The drain I am talking about is a complete lack of due diligence on behalf of those asking for my help (and my limited time/attention).

When the error message contains a clear message and a URL with step-by-step instructions, and the person in question just pastes the full error message including the URL, and asks "what do I do?"

When a problem can be solved by responding with "please follow the instructions in the error message you sent me".

When someone makes an internal group post asking "how do I do X?" and the pinned post that was right below the submit button contains a summary and link to detailed step-by-step instructions titled "how to X".

I've been in your shoes and I've accepted this fate.

I am the expert. I know things. I choose to change my viewpoint to taking pride in making the best possible explanation that serves the users' need. When they ask me "what do I do?" I no longer snicker or sigh that they don't know or that they are too lazy to find out. Instead I copy-paste the answer they need. It takes me seconds, perhaps it saves them thinking. Thinking seems hard to some people. I choose to believe I save the company some time when I think for them.

Yes, they do not learn when they are spoon-fed the answers. Yes, they could have figured it out. So what if they didn't? They are producing whatever they are supposed to produce.

When I get too tired of the same questions, I change jobs. I am in a C-level position now, and somehow the questions from other C-level managers are similar. They have no idea how they should deal with things from my business area, and that's okey. I'm here to help. I help. When I get too tired of the same questions, I will change jobs.

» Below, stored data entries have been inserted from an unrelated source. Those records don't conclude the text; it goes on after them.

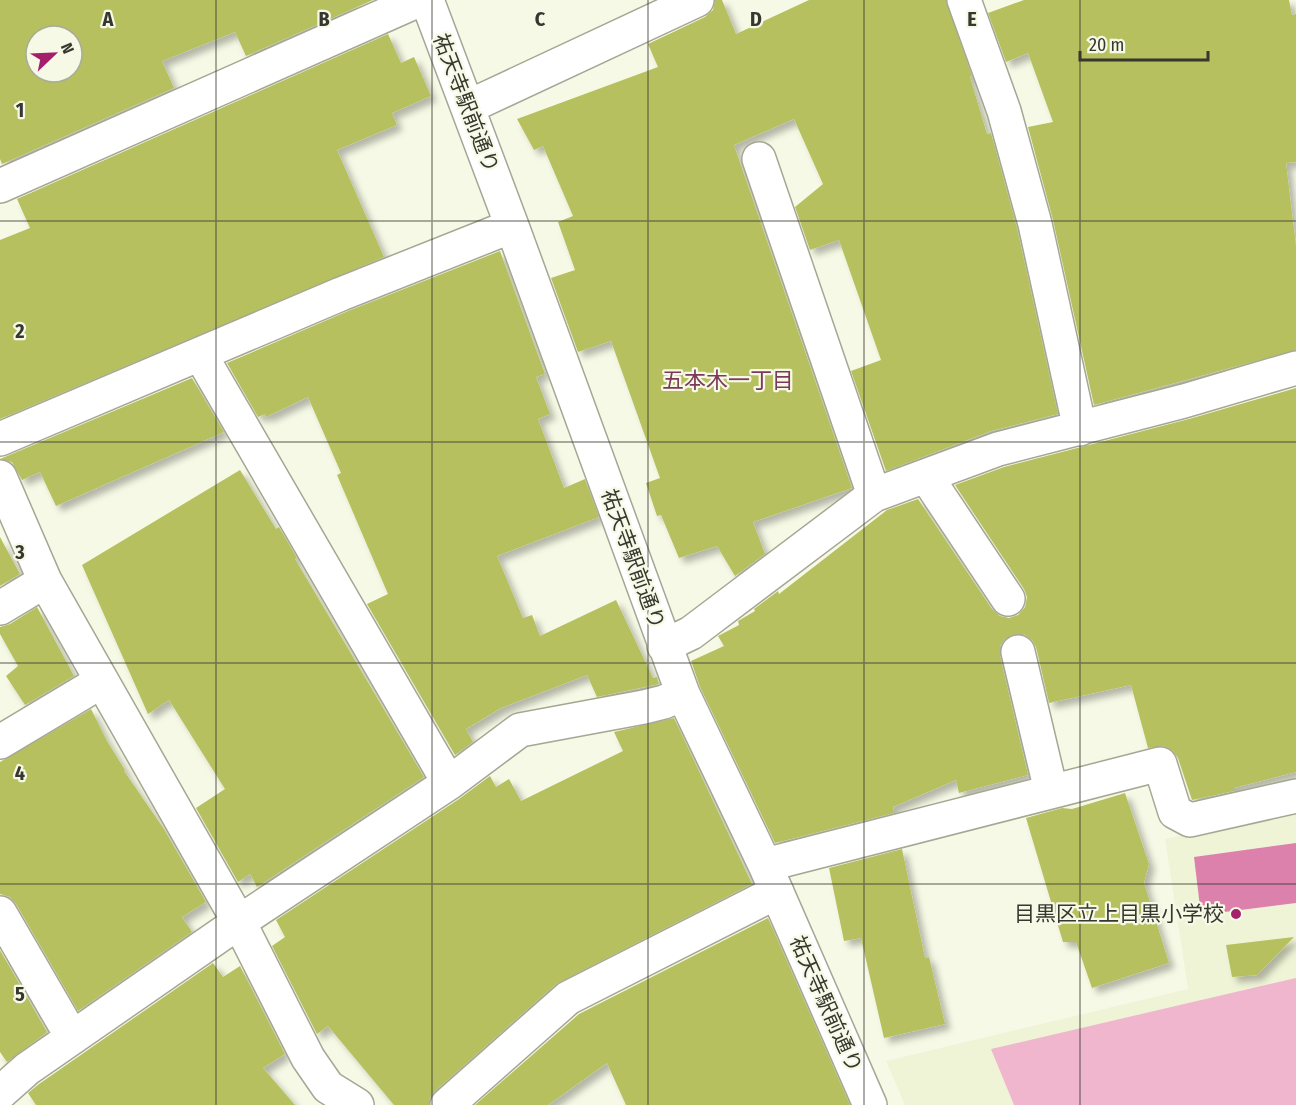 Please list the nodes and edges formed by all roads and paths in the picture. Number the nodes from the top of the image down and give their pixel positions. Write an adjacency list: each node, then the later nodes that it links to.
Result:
1 (419, 0): 7 (street)
2 (427, 0): 5 (street, 祐天寺駅前通り)
3 (697, 0): 5 (street)
4 (964, 0): 11 (street)
5 (468, 107): 8 (street, 祐天寺駅前通り)
6 (759, 159): 15 (street)
7 (0, 186)
8 (512, 226): 9 (street); 19 (street, 祐天寺駅前通り)
9 (200, 354): 12 (street); 24 (street)
10 (1296, 368): 11 (street)
11 (1080, 429): 13 (street)
12 (0, 439)
13 (926, 476): 15 (street); 17 (street)
14 (0, 477): 16 (street)
15 (874, 495): 19 (street)
16 (45, 581): 18 (street); 21 (street)
17 (1008, 599)
18 (0, 608)
19 (664, 646): 22 (street, 祐天寺駅前通り)
20 (1018, 652): 25 (street)
21 (102, 681): 23 (street); 29 (street)
22 (683, 694): 24 (street); 27 (street, 祐天寺駅前通り)
23 (0, 742)
24 (449, 783): 29 (street)
25 (1051, 791): 26 (street); 27 (street)
26 (1296, 796)
27 (771, 878): 33 (street); 34 (street, 祐天寺駅前通り)
28 (0, 913): 30 (street)
29 (239, 922): 30 (street); 32 (street)
30 (72, 1037): 31 (street)
31 (0, 1092)
32 (357, 1105)
33 (447, 1105)
34 (870, 1105)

The way I've seen things work is like this:

devops sets up something convoluted that they for some reason like.

Developers are confused by the thing. It causes them endless problems.

Documentation is sparse, or out of date, or just plain wrong. The instructions to fix problems omit key requirements because the person who wrote them just assumed the reader knows about X and Y when the reader often has no clue. You follow the instructions and the problem is not solved, and maybe to make matters worse, you run into new problems.

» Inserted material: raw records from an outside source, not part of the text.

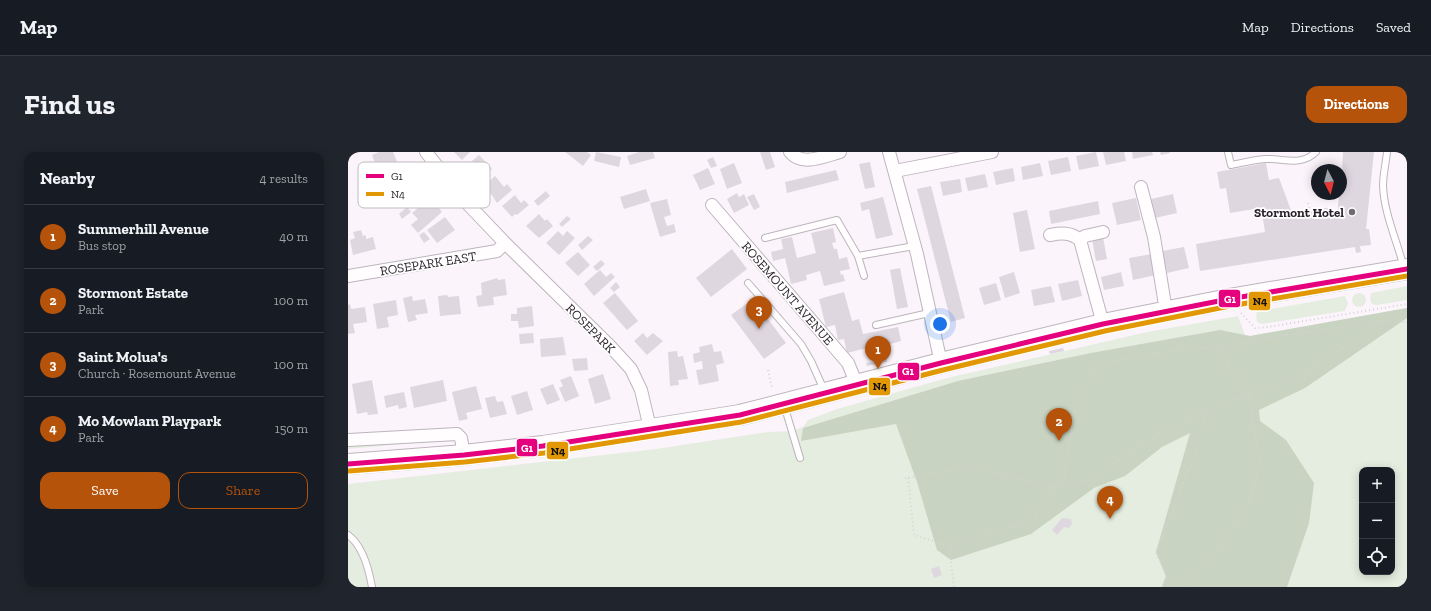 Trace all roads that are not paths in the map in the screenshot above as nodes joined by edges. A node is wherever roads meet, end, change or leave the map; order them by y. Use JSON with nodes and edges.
{"nodes":[{"id":1,"x":426,"y":152,"type":"edge"},
{"id":2,"x":790,"y":152,"type":"edge"},
{"id":3,"x":840,"y":152,"type":"edge"},
{"id":4,"x":889,"y":152,"type":"edge"},
{"id":5,"x":992,"y":152,"type":"edge"},
{"id":6,"x":1228,"y":152,"type":"edge"},
{"id":7,"x":1316,"y":152,"type":"edge"},
{"id":8,"x":1388,"y":152,"type":"edge"},
{"id":9,"x":434,"y":162,"type":"edge"},
{"id":10,"x":895,"y":171,"type":"junction"},
{"id":11,"x":1141,"y":187,"type":"dead end"},
{"id":12,"x":712,"y":205,"type":"dead end"},
{"id":13,"x":472,"y":208,"type":"edge"},
{"id":14,"x":1103,"y":232,"type":"dead end"},
{"id":15,"x":1050,"y":235,"type":"dead end"},
{"id":16,"x":765,"y":238,"type":"dead end"},
{"id":17,"x":1080,"y":240,"type":"junction"},
{"id":18,"x":505,"y":243,"type":"junction"},
{"id":19,"x":914,"y":246,"type":"junction"},
{"id":20,"x":858,"y":256,"type":"junction"},
{"id":21,"x":1406,"y":269,"type":"edge"},
{"id":22,"x":348,"y":276,"type":"edge"},
{"id":23,"x":864,"y":276,"type":"dead end"},
{"id":24,"x":748,"y":283,"type":"dead end"},
{"id":25,"x":1166,"y":311,"type":"junction"},
{"id":26,"x":929,"y":314,"type":"junction"},
{"id":27,"x":876,"y":324,"type":"dead end"},
{"id":28,"x":1103,"y":324,"type":"junction"},
{"id":29,"x":941,"y":363,"type":"junction"},
{"id":30,"x":857,"y":385,"type":"junction"},
{"id":31,"x":826,"y":393,"type":"junction"},
{"id":32,"x":784,"y":404,"type":"junction"},
{"id":33,"x":650,"y":428,"type":"junction"},
{"id":34,"x":348,"y":440,"type":"edge"},
{"id":35,"x":464,"y":455,"type":"junction"},
{"id":36,"x":800,"y":458,"type":"dead end"},
{"id":37,"x":348,"y":464,"type":"edge"},
{"id":38,"x":348,"y":535,"type":"edge"},
{"id":39,"x":372,"y":587,"type":"edge"}],
"edges":[{"from":1,"to":9,"type":"street","name":"ROSEPARK"},
{"from":2,"to":3,"type":"street"},
{"from":4,"to":10,"type":"street"},
{"from":5,"to":10,"type":"street"},
{"from":6,"to":7,"type":"lane"},
{"from":8,"to":21,"type":"lane"},
{"from":10,"to":19,"type":"street"},
{"from":11,"to":25,"type":"street"},
{"from":12,"to":30,"type":"street","name":"ROSEMOUNT AVENUE"},
{"from":13,"to":18,"type":"street","name":"ROSEPARK"},
{"from":14,"to":17,"type":"street"},
{"from":15,"to":17,"type":"street"},
{"from":16,"to":20,"type":"lane"},
{"from":17,"to":28,"type":"street"},
{"from":18,"to":22,"type":"street","name":"ROSEPARK EAST"},
{"from":18,"to":33,"type":"street","name":"ROSEPARK"},
{"from":19,"to":20,"type":"lane"},
{"from":19,"to":26,"type":"street"},
{"from":20,"to":23,"type":"lane"},
{"from":21,"to":25,"type":"highway"},
{"from":24,"to":31,"type":"lane"},
{"from":25,"to":28,"type":"highway"},
{"from":26,"to":27,"type":"lane"},
{"from":26,"to":29,"type":"street"},
{"from":28,"to":29,"type":"highway"},
{"from":29,"to":30,"type":"highway"},
{"from":30,"to":31,"type":"highway"},
{"from":31,"to":32,"type":"highway"},
{"from":32,"to":33,"type":"highway"},
{"from":32,"to":36,"type":"lane"},
{"from":33,"to":35,"type":"highway"},
{"from":34,"to":35,"type":"street"},
{"from":35,"to":37,"type":"highway"},
{"from":38,"to":39,"type":"lane"}]} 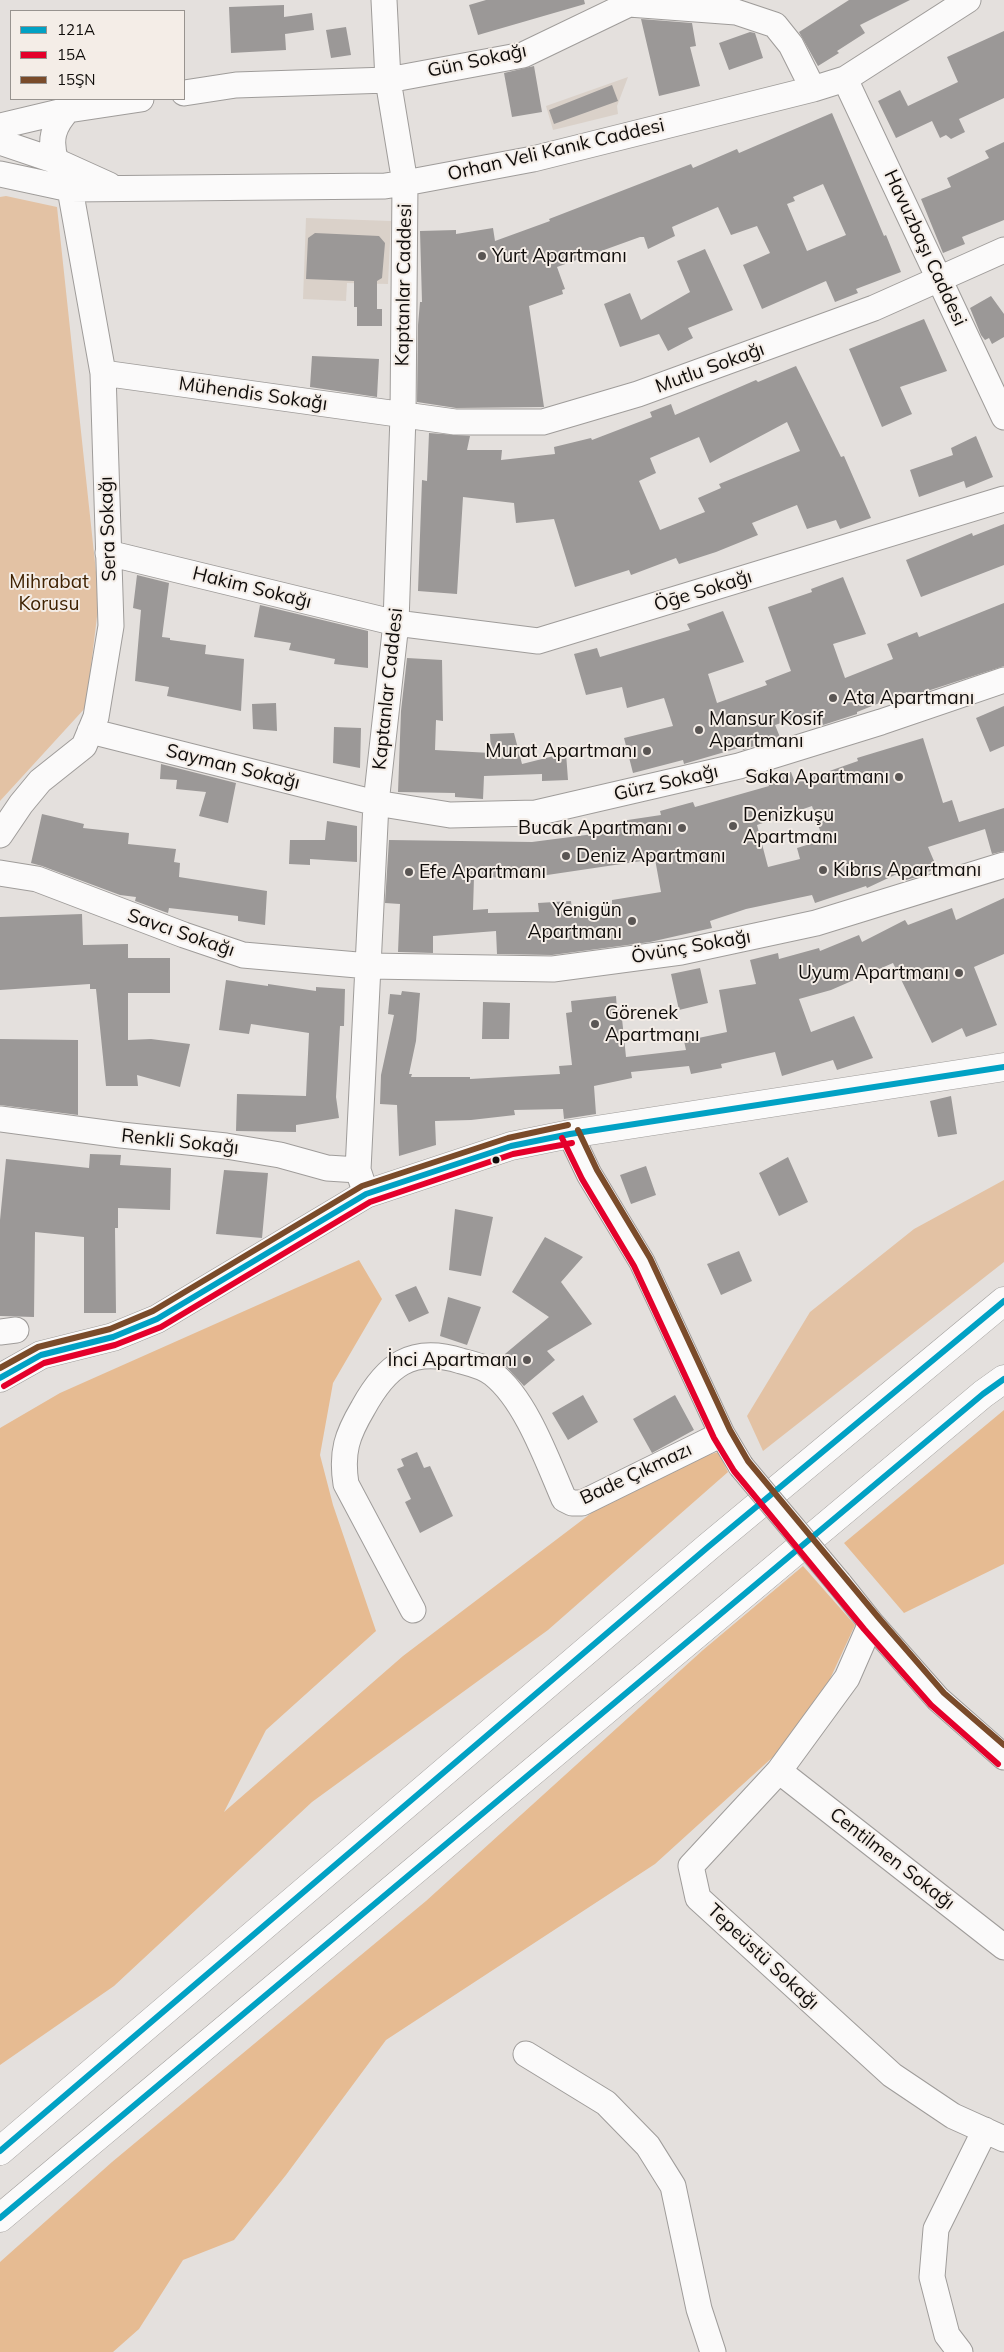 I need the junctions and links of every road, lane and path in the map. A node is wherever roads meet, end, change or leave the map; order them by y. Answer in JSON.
{"nodes":[{"id":1,"x":384,"y":0,"type":"edge"},
{"id":2,"x":968,"y":0,"type":"edge"},
{"id":3,"x":628,"y":2,"type":"edge"},
{"id":4,"x":845,"y":79,"type":"junction"},
{"id":5,"x":388,"y":80,"type":"junction"},
{"id":6,"x":813,"y":89,"type":"junction"},
{"id":7,"x":185,"y":92,"type":"edge"},
{"id":8,"x":135,"y":100,"type":"edge"},
{"id":9,"x":68,"y":110,"type":"junction"},
{"id":10,"x":0,"y":126,"type":"edge"},
{"id":11,"x":0,"y":142,"type":"edge"},
{"id":12,"x":56,"y":161,"type":"junction"},
{"id":13,"x":0,"y":174,"type":"edge"},
{"id":14,"x":405,"y":182,"type":"junction"},
{"id":15,"x":116,"y":188,"type":"junction"},
{"id":16,"x":70,"y":189,"type":"junction"},
{"id":17,"x":1004,"y":250,"type":"edge"},
{"id":18,"x":940,"y":279,"type":"junction"},
{"id":19,"x":103,"y":373,"type":"junction"},
{"id":20,"x":403,"y":415,"type":"junction"},
{"id":21,"x":1004,"y":417,"type":"edge"},
{"id":22,"x":1004,"y":499,"type":"edge"},
{"id":23,"x":108,"y":554,"type":"junction"},
{"id":24,"x":396,"y":623,"type":"junction"},
{"id":25,"x":1004,"y":680,"type":"edge"},
{"id":26,"x":90,"y":731,"type":"junction"},
{"id":27,"x":376,"y":803,"type":"junction"},
{"id":28,"x":0,"y":835,"type":"edge"},
{"id":29,"x":1004,"y":865,"type":"edge"},
{"id":30,"x":0,"y":872,"type":"edge"},
{"id":31,"x":369,"y":966,"type":"junction"},
{"id":32,"x":1004,"y":1067,"type":"edge"},
{"id":33,"x":0,"y":1119,"type":"edge"},
{"id":34,"x":570,"y":1134,"type":"junction"},
{"id":35,"x":362,"y":1182,"type":"junction"},
{"id":36,"x":1004,"y":1301,"type":"edge"},
{"id":37,"x":0,"y":1378,"type":"edge"},
{"id":38,"x":1004,"y":1378,"type":"edge"},
{"id":39,"x":722,"y":1434,"type":"junction"},
{"id":40,"x":413,"y":1610,"type":"dead end"},
{"id":41,"x":871,"y":1623,"type":"junction"},
{"id":42,"x":1004,"y":1757,"type":"edge"},
{"id":43,"x":779,"y":1771,"type":"junction"},
{"id":44,"x":1004,"y":1947,"type":"edge"},
{"id":45,"x":526,"y":2054,"type":"dead end"},
{"id":46,"x":994,"y":2134,"type":"edge"},
{"id":47,"x":0,"y":2151,"type":"edge"},
{"id":48,"x":0,"y":2218,"type":"edge"},
{"id":49,"x":713,"y":2352,"type":"edge"},
{"id":50,"x":960,"y":2352,"type":"edge"}],
"edges":[{"from":1,"to":5,"type":"street","name":"Kaptanlar Caddesi"},
{"from":2,"to":4,"type":"street","name":"Orhan Veli Kanık Caddesi"},
{"from":3,"to":5,"type":"street","name":"Gün Sokağı"},
{"from":3,"to":6,"type":"street","name":"Gün Sokağı"},
{"from":4,"to":6,"type":"street","name":"Orhan Veli Kanık Caddesi"},
{"from":4,"to":18,"type":"street","name":"Havuzbaşı Caddesi"},
{"from":5,"to":7,"type":"street","name":"Gün Sokağı"},
{"from":5,"to":14,"type":"street","name":"Kaptanlar Caddesi"},
{"from":6,"to":14,"type":"street","name":"Orhan Veli Kanık Caddesi"},
{"from":8,"to":9,"type":"street"},
{"from":9,"to":10,"type":"street"},
{"from":9,"to":12,"type":"street"},
{"from":11,"to":12,"type":"street"},
{"from":12,"to":15,"type":"street"},
{"from":13,"to":16,"type":"street","name":"Orhan Veli Kanık Caddesi"},
{"from":14,"to":15,"type":"street","name":"Orhan Veli Kanık Caddesi"},
{"from":14,"to":20,"type":"street","name":"Kaptanlar Caddesi"},
{"from":15,"to":16,"type":"street","name":"Orhan Veli Kanık Caddesi"},
{"from":16,"to":19,"type":"street","name":"Sera Sokağı"},
{"from":17,"to":18,"type":"street","name":"Mutlu Sokağı"},
{"from":18,"to":20,"type":"street","name":"Mutlu Sokağı"},
{"from":18,"to":21,"type":"street","name":"Havuzbaşı Caddesi"},
{"from":19,"to":20,"type":"street","name":"Mühendis Sokağı"},
{"from":19,"to":23,"type":"street","name":"Sera Sokağı"},
{"from":20,"to":24,"type":"street","name":"Kaptanlar Caddesi"},
{"from":22,"to":24,"type":"street","name":"Öḡe Sokağı"},
{"from":23,"to":24,"type":"street","name":"Hakim Sokağı"},
{"from":23,"to":26,"type":"street","name":"Sera Sokağı"},
{"from":24,"to":27,"type":"street","name":"Kaptanlar Caddesi"},
{"from":25,"to":27,"type":"street","name":"Gürz Sokağı"},
{"from":26,"to":27,"type":"street","name":"Sayman Sokağı"},
{"from":26,"to":28,"type":"street","name":"Sera Sokağı"},
{"from":27,"to":31,"type":"street","name":"Kaptanlar Caddesi"},
{"from":29,"to":31,"type":"street","name":"Övünç Sokağı"},
{"from":30,"to":31,"type":"street","name":"Savcı Sokağı"},
{"from":31,"to":35,"type":"street","name":"Kaptanlar Caddesi"},
{"from":32,"to":34,"type":"main road"},
{"from":33,"to":35,"type":"street","name":"Renkli Sokağı"},
{"from":34,"to":35,"type":"main road"},
{"from":34,"to":39,"type":"street"},
{"from":35,"to":37,"type":"main road"},
{"from":36,"to":47,"type":"main road"},
{"from":38,"to":48,"type":"main road"},
{"from":39,"to":40,"type":"street","name":"Bade Çıkmazı"},
{"from":39,"to":41,"type":"street","bridge":true},
{"from":41,"to":42,"type":"street"},
{"from":41,"to":43,"type":"street","name":"Tepeüstü Sokağı"},
{"from":43,"to":44,"type":"street","name":"Centilmen Sokağı"},
{"from":43,"to":46,"type":"street","name":"Tepeüstü Sokağı"},
{"from":45,"to":49,"type":"street"},
{"from":46,"to":50,"type":"street"}]}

The way I see it is: if developers enjoyed dealing with infrastructure, devops jobs would not exist, it would just be something that developers do as part of their job.

As a devops engineer, you should think of your fellow software engineers as your users, not as your "project members".

Your job is to make it as painless and problem-free for them as possible. If problems arise constantly, that's not the user's fault; that's your fault.

> My intuition is that this complexity is not actually needed if you remove all the cruft and think from first principles about what the actual problem is you are trying to solve.

Have you ever worked on infrastructure? This comment is wrong on soo many levels.

> Have you ever worked on infrastructure?

Not really. From an application perspective you can generally get away with two really big servers (one of which is the backup), and a load balancer.

There may be more involved in the surrounding infra, but that’s stuff the application developer will never have to touch.

This comment is not wrong on any level.

I have worked in many aspects of web development. I know for sure that everything in the process is way too complicated for what it does. Unnecessarily so.

There's no reason to think that infrastructure is the one place where all the complexity is there for good reason.

Have I worked on infrastructure? Yes and no. Depends on what you mean.

I have worked on infrastructure in the sense that I have setup the infrastructure for websites that can handle thousands of concurrent requests, and the infrasturcure I setup is stupidly simple, everyone who sees thinks there must be something missing. But there isn't anything missing. It handles the job much better than the complicated mess that I see in all other companies.

Now, the thing I haven't done is actually setup the infrastructure for a truely distributed system that is horizontally scaled. I do all my scaling vertically because computers are so fast and storage capacity is so large that one server can handle thousands of concurrent users without nearly sweating.

Part of the reason everyone else has a super complicated infrastructure is because they chose bad software technologies to develop their applications, such as, python.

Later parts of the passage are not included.